ARR (Annual Recurring Revenue)

Startup Basics

ARR is the yearly value of a subscription business's recurring revenue — its monthly recurring revenue multiplied by twelve.

ARR (Annual Recurring Revenue) is MRR expressed on a yearly basis, and it’s the number most commonly used when discussing a SaaS company’s overall scale, especially in fundraising or acquisition conversations — “we’re a $10 million ARR company” is a much more common way founders describe size than the monthly figure.

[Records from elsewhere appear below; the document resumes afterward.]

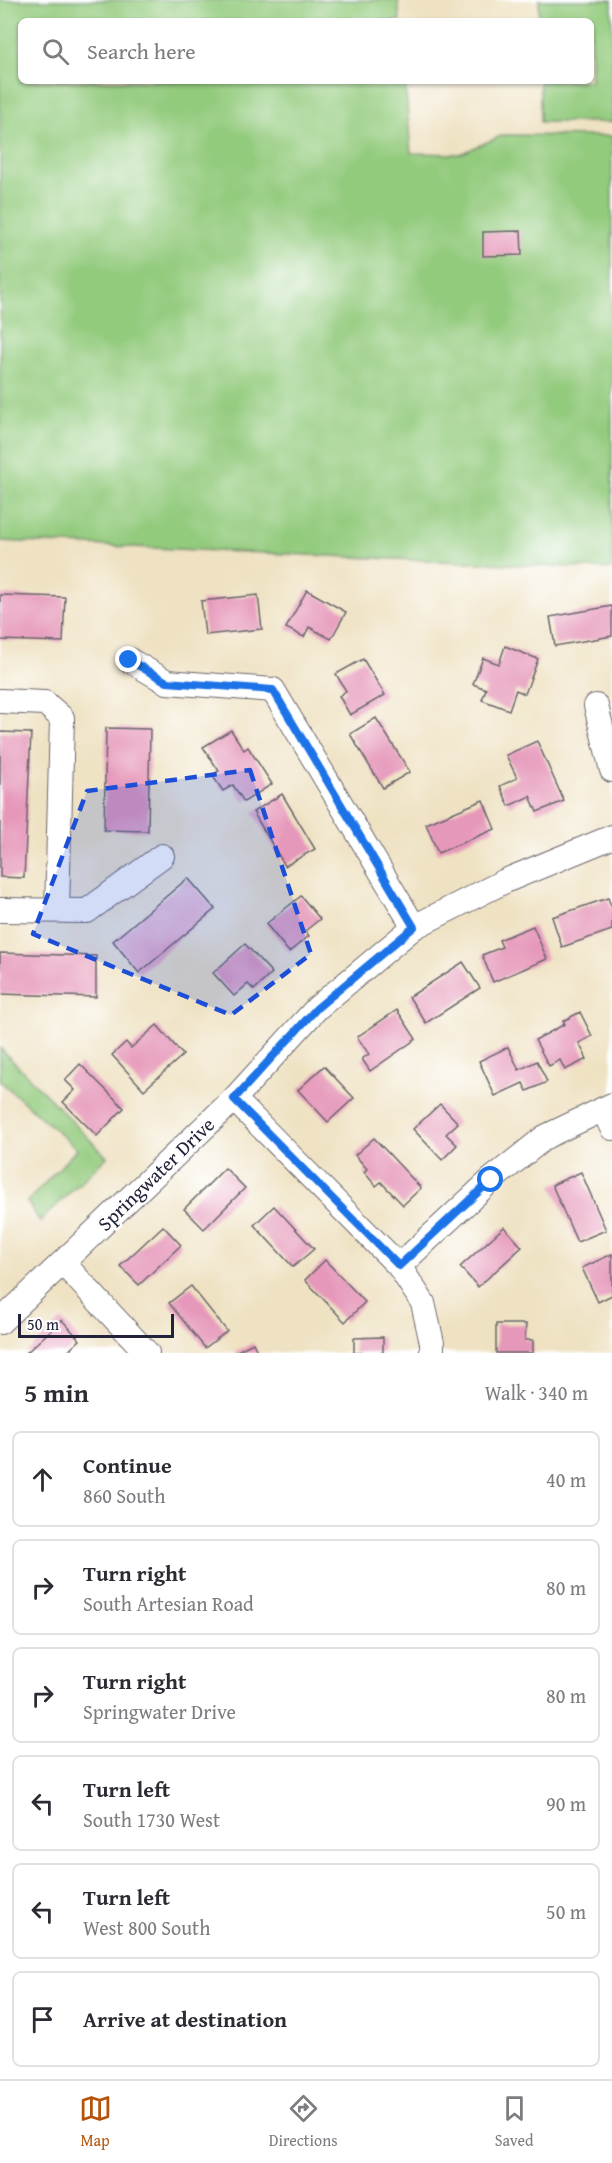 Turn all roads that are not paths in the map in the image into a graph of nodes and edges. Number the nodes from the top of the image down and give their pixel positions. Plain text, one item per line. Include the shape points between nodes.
1 (129, 660) dead end
2 (0, 701) edge
3 (596, 706) dead end
4 (612, 770) edge
5 (612, 837) edge
6 (162, 856) dead end
7 (0, 910) edge
8 (57, 910) junction
9 (414, 927) junction
10 (234, 1099) junction
11 (609, 1114) edge
12 (63, 1263) junction
13 (399, 1266) junction
14 (0, 1322) edge
15 (147, 1353) edge
16 (432, 1353) edge

1 - 9 street via 167,682 273,690
2 - 8 street via 45,703 62,718
3 - 4 street
5 - 9 street, Springwater Drive via 505,881
6 - 8 street via 87,911
7 - 8 street
9 - 10 street, Springwater Drive via 317,1008
10 - 12 street, Springwater Drive
10 - 13 street
11 - 13 street via 545,1137 491,1180
12 - 14 street, Springwater Drive
12 - 15 street
13 - 16 street via 423,1303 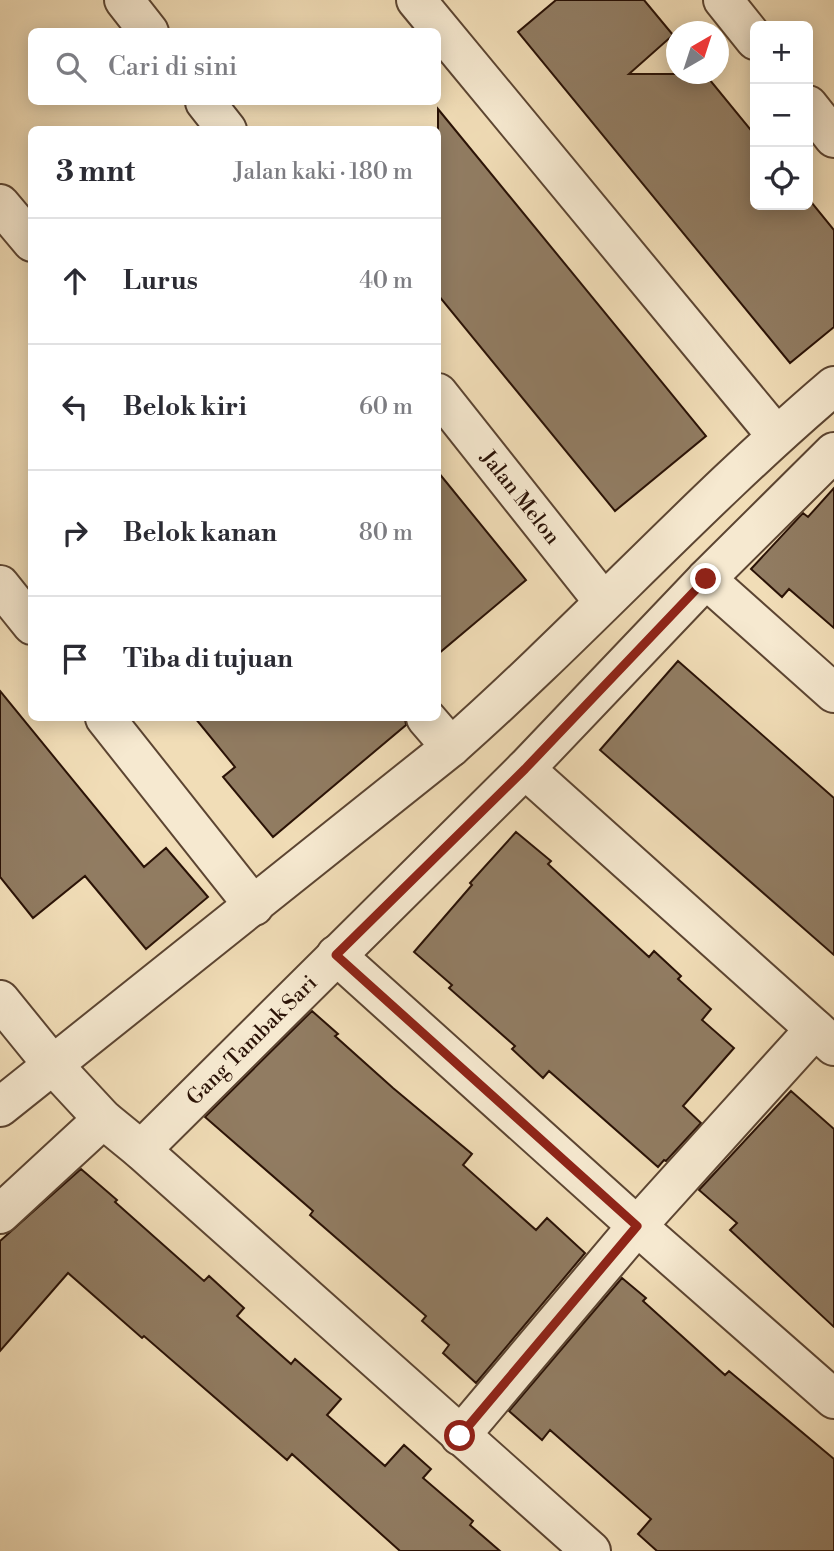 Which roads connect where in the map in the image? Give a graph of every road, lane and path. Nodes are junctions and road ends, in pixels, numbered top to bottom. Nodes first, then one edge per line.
1 (124, 0) edge
2 (416, 0) edge
3 (723, 0) edge
4 (146, 28) edge
5 (439, 28) edge
6 (441, 30) edge
7 (750, 34) edge
8 (207, 105) edge
9 (813, 111) edge
10 (224, 126) edge
11 (834, 138) edge
12 (0, 204) edge
13 (28, 237) edge
14 (834, 386) edge
15 (441, 397) edge
16 (776, 435) junction
17 (834, 452) edge
18 (706, 579) junction
19 (0, 585) edge
20 (603, 601) junction
21 (28, 620) edge
22 (834, 693) edge
23 (107, 721) edge
24 (429, 721) edge
25 (451, 747) junction
26 (525, 769) junction
27 (254, 906) junction
28 (336, 955) junction
29 (0, 1000) edge
30 (825, 1038) edge
31 (52, 1064) junction
32 (0, 1107) edge
33 (103, 1119) junction
34 (141, 1150) junction
35 (0, 1214) edge
36 (637, 1226) junction
37 (834, 1399) edge
38 (460, 1436) junction
39 (592, 1551) edge

1 - 4 street
2 - 5 street
3 - 7 street
6 - 16 street
8 - 10 street
9 - 11 street
12 - 13 street
14 - 16 street
15 - 20 street, Jalan Melon
16 - 20 street
17 - 18 street, Gang Tambak Sari
18 - 22 street
18 - 26 street, Gang Tambak Sari
19 - 21 street
20 - 25 street
23 - 27 street
24 - 25 street
25 - 27 street
26 - 28 street, Gang Tambak Sari
26 - 30 street
27 - 31 street
28 - 34 street, Gang Tambak Sari
28 - 36 street
29 - 31 street
30 - 36 street
31 - 32 street
31 - 33 street
33 - 34 street
33 - 35 street
34 - 38 street
36 - 37 street
36 - 38 street
38 - 39 street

ARR is a run-rate figure, meaning it reflects what current recurring revenue would total over a year if nothing changed, not revenue actually collected over the past twelve months.

ARR matters heavily in SaaS valuations because investors and acquirers often price recurring-revenue software companies as a multiple of ARR, rather than using traditional profit-based valuation methods used for other kinds of businesses — a reflection of how predictable and durable recurring revenue is seen as, compared to one-time sales.

Like MRR, ARR should only include genuinely recurring subscription revenue; mixing in one-time implementation fees or services revenue inflates the figure and misrepresents the durability investors are actually trying to measure.

🇵🇭 Philippine Example

Sprout Solutions was reported to be anticipating crossing $10 million in annual recurring revenue by the second quarter of 2023, and has since gone on to raise further funding while pursuing regional expansion — a real, publicly reported ARR milestone for a Philippine-founded SaaS company.